The storm to come was one of those which could inspire poets, novelists and artists; the winds howled while the snow attempted to invade every crevice of the landscape leaving a blank sheet in its wake, a pure landscape, so to speak. 

The boy awoke as I pulled up to the cabin, I suppose the rush of cold air after being in the rover must have been what did it. He seemed to be in shock and attempted to run, he didn't get very far, his body was weak and tired and crumpled in the snow. So I once again scooped him up, this time carrying him into my cabin. He attempted to fight me off to no avail, with the strength of an infant, it was futile.

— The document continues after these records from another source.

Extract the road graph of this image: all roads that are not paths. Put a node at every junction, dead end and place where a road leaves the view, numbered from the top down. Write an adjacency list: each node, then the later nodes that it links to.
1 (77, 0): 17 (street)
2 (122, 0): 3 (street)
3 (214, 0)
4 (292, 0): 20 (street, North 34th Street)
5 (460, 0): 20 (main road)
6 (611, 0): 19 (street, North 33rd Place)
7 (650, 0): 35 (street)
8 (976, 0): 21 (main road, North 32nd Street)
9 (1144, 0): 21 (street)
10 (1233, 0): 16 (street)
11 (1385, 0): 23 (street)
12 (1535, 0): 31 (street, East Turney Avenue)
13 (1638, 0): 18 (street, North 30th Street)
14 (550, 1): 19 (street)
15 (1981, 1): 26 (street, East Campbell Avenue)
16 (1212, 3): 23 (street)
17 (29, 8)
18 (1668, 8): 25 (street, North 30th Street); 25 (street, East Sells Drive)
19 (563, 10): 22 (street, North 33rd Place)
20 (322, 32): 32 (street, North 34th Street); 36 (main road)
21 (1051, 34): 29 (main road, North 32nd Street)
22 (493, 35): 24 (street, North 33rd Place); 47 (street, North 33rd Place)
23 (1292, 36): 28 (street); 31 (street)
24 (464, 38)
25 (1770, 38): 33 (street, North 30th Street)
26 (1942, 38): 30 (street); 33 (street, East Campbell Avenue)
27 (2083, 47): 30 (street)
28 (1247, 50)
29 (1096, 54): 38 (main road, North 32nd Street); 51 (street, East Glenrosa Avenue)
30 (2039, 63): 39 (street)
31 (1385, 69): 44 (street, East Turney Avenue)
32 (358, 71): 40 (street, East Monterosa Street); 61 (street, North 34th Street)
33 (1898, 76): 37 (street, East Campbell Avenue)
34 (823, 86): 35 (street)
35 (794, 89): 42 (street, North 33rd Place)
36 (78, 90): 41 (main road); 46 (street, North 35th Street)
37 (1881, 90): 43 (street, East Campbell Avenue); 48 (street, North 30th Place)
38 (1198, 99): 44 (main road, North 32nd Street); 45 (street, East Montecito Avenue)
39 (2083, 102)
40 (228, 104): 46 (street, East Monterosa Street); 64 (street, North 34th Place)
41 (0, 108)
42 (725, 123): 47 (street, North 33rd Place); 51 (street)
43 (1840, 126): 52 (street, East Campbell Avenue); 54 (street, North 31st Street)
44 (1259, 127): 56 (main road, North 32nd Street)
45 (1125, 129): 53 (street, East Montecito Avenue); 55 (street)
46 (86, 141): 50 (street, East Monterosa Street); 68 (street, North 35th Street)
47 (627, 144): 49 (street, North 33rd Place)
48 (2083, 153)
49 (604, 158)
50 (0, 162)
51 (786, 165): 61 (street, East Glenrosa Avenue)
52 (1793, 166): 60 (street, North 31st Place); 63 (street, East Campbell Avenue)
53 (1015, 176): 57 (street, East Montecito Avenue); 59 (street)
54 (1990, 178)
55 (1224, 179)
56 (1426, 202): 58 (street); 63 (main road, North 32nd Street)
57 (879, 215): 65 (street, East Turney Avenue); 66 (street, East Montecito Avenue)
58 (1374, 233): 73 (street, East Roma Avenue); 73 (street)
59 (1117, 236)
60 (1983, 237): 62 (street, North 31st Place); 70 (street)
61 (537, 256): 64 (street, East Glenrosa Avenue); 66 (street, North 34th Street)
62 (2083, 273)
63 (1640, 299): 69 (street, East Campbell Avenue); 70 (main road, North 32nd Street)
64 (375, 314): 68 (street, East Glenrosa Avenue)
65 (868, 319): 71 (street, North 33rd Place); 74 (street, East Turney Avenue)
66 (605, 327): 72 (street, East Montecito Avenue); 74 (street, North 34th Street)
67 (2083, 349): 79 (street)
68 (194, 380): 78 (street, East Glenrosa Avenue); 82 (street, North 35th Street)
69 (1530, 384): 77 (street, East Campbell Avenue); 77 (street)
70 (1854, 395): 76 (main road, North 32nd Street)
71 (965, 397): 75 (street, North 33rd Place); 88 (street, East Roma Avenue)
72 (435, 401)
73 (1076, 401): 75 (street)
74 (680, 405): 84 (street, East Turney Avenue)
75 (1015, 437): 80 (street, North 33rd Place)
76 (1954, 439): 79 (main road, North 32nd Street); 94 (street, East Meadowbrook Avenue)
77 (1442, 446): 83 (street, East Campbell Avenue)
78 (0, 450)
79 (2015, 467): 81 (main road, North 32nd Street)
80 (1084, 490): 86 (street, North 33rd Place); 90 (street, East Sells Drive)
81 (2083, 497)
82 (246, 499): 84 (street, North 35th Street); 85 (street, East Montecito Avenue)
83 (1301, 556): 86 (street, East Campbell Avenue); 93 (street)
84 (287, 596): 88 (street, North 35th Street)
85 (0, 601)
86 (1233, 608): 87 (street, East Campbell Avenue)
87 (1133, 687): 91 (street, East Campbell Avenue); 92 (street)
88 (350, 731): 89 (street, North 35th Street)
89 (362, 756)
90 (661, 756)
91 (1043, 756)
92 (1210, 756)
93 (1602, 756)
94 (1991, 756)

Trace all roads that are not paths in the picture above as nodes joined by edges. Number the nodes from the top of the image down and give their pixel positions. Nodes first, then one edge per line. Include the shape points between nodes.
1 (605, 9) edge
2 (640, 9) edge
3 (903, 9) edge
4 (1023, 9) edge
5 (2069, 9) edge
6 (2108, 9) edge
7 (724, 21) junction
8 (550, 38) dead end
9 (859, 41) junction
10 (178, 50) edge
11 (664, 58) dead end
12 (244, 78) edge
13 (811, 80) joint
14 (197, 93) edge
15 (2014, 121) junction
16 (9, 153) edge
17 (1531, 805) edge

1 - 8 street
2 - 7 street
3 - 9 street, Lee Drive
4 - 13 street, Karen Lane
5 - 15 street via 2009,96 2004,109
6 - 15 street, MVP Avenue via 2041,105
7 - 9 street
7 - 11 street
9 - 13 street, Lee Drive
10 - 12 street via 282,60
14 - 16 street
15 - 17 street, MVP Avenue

I sat him down at the table and secured the towel around his shoulders before going to the sink and turning the tap to fill a glass and turned back, and was met with an expressionless stare. In the light of the cabin, his dark eyes were piercing unmatched to his ragged hair. The boy's eyes gouged into me, examining me, testing and observing. His eyes did not seem to be that of a child, they reminded me of a wild animal; always observing, calculating and looking for an escape, his eyes scared me.

After placing the glass in front of him, I returned to the kitchen and turned on the stove to heat the kettle and looked for a clean cloth and bowl. 

I wondered what he had been doing at the base of that elm, it was a tragic enough object, with many tales associated with it.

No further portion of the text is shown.